PolicyBrief
S. 1639
119th CongressMay 7th 2025
American Innovation and Jobs Act
IN COMMITTEE

The American Innovation and Jobs Act restores immediate expensing for business R&D investments and expands refundable research tax credits for new and small businesses.

Todd Young
R

Todd Young

Senator

IN

LEGISLATION

R&D Tax Break Restored: Businesses Can Immediately Deduct Research Costs Starting 2022

The aptly named American Innovation and Jobs Act is essentially a major tax incentive package aimed squarely at businesses that invest in research and development (R&D). If you run a company that spends money on developing new products, software, or processes, this bill is designed to give you a significant cash flow boost.

The Big Reversal: Immediate R&D Expensing is Back

For the past few years, businesses have been forced to treat their R&D costs like long-term investments, amortizing (or deducting) them slowly over five years. This bill, under Section 2, slams the brakes on that requirement and returns to the previous, more favorable rule: immediate expensing. This means that money spent on research or experiments related to your business can be fully deducted in the year it was spent. Think of a software startup: instead of waiting five years to fully deduct the salaries of the engineers building their new app, they can take the entire deduction right away. This change is retroactive, applying to tax years starting after December 31, 2021.

This immediate write-off is a huge deal for cash flow. It lowers taxable income immediately, which is critical for growing companies. The bill does offer a bit of flexibility: if you don't want the immediate deduction, you can elect to treat certain costs as “deferred expenses” and deduct them over a period of 60 months or more, which might be useful for highly specific accounting strategies. However, the law is clear that this benefit doesn't apply to costs related to land or mineral exploration, and the expenditures must be considered “reasonable.”

Bigger Bucks for Small Business R&D

Section 3 focuses on making the R&D tax credit much more accessible and valuable for new and small businesses. This is about putting cash directly back into the hands of innovators who might not have enough tax liability to use a standard credit.

First, the maximum amount of the research credit that a small business can get back as a refund is increasing dramatically. The current cap is $250,000, but this bill phases in an increase starting in 2025 at $500,000, and then gradually increasing to $750,000 by 2035. For a biotech startup or a manufacturing shop developing a new process, this higher refundable limit means a lot more working capital.

Second, the bill extends how long new businesses can utilize this refundable credit, moving the limit from five years to eight years. This recognizes that it often takes longer than half a decade for a startup to become profitable enough to use standard tax credits.

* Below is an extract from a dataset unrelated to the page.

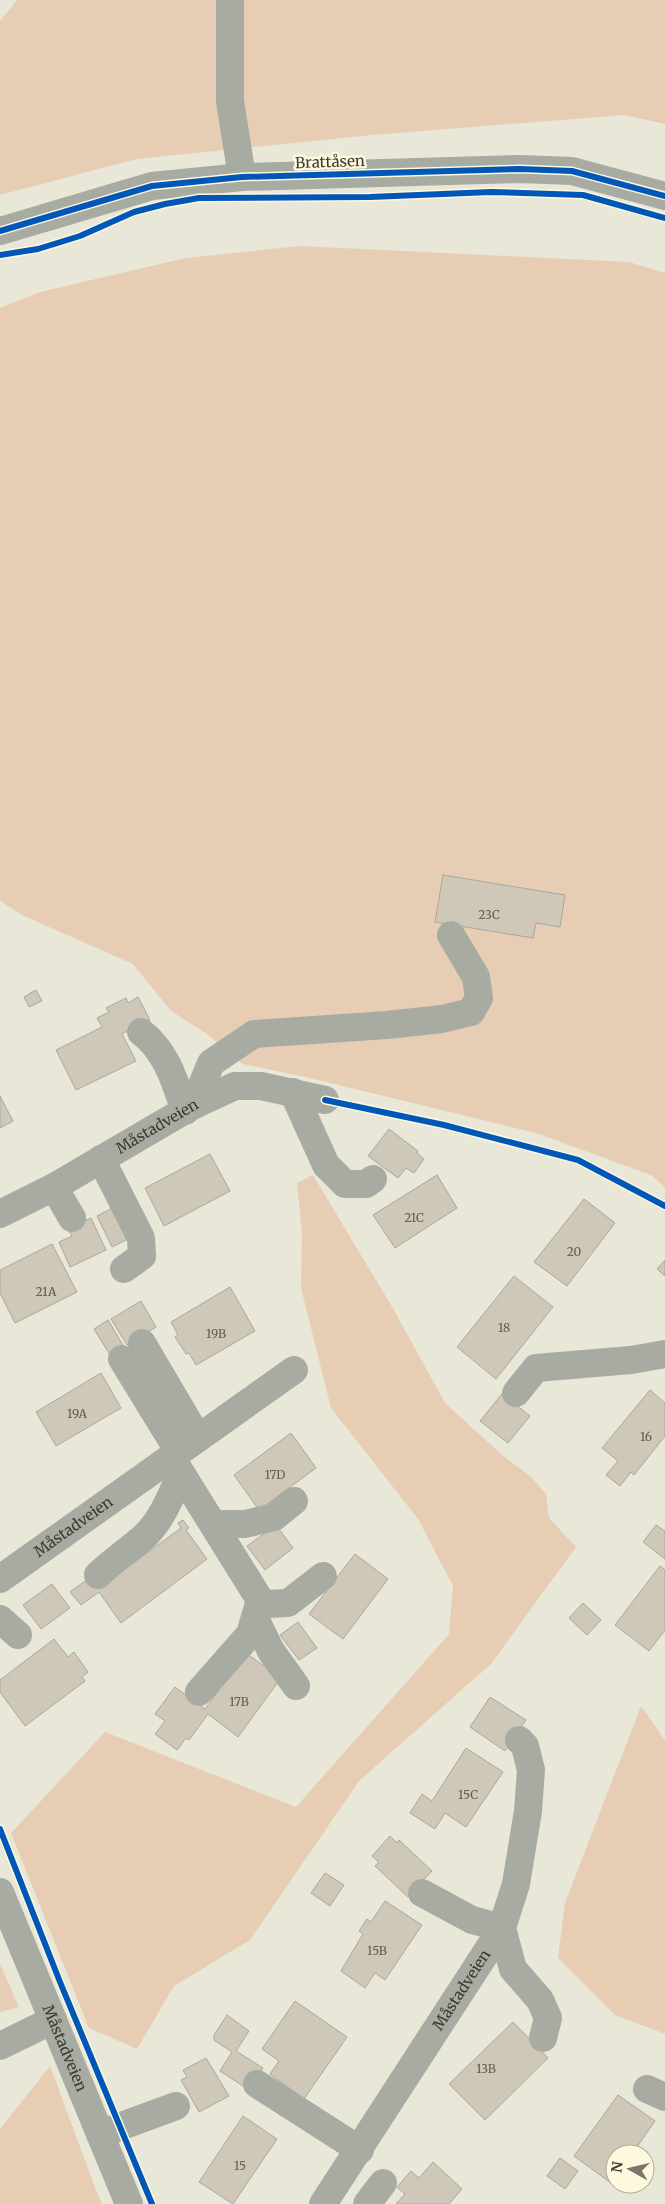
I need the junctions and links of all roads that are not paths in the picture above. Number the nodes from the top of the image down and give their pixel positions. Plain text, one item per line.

Third, the eligibility bar is being raised significantly. To qualify for this special treatment, a business previously needed gross receipts of $5 million or less. The new threshold is $15 million or less. This opens the door for a lot more mid-sized, growing companies to access these critical funds, starting in tax years after December 31, 2024.

The Fine Print: Balancing the Books

Section 4 also makes it easier for the newest startups to calculate their R&D tax credit, allowing them to use a more favorable 20% rate instead of the standard 14% in some cases. This is a technical change, but it means a bigger credit check.

Here’s the catch, though, and it’s an important one for tax professionals: Section 2 updates related rules to ensure that if you claim the R&D tax credit, you must reduce your deduction for R&D expenses by the amount of the credit claimed. You can’t double-dip by claiming the full deduction and the full credit on the same expenses. This is a common coordination rule, but it means that businesses need to carefully calculate whether the immediate deduction or the tax credit provides the greater overall benefit. For the US Treasury, these changes mean reduced tax revenue upfront due to the immediate deductions and increased outlays from the higher refundable credits, but the trade-off is intended to be increased innovation and job growth.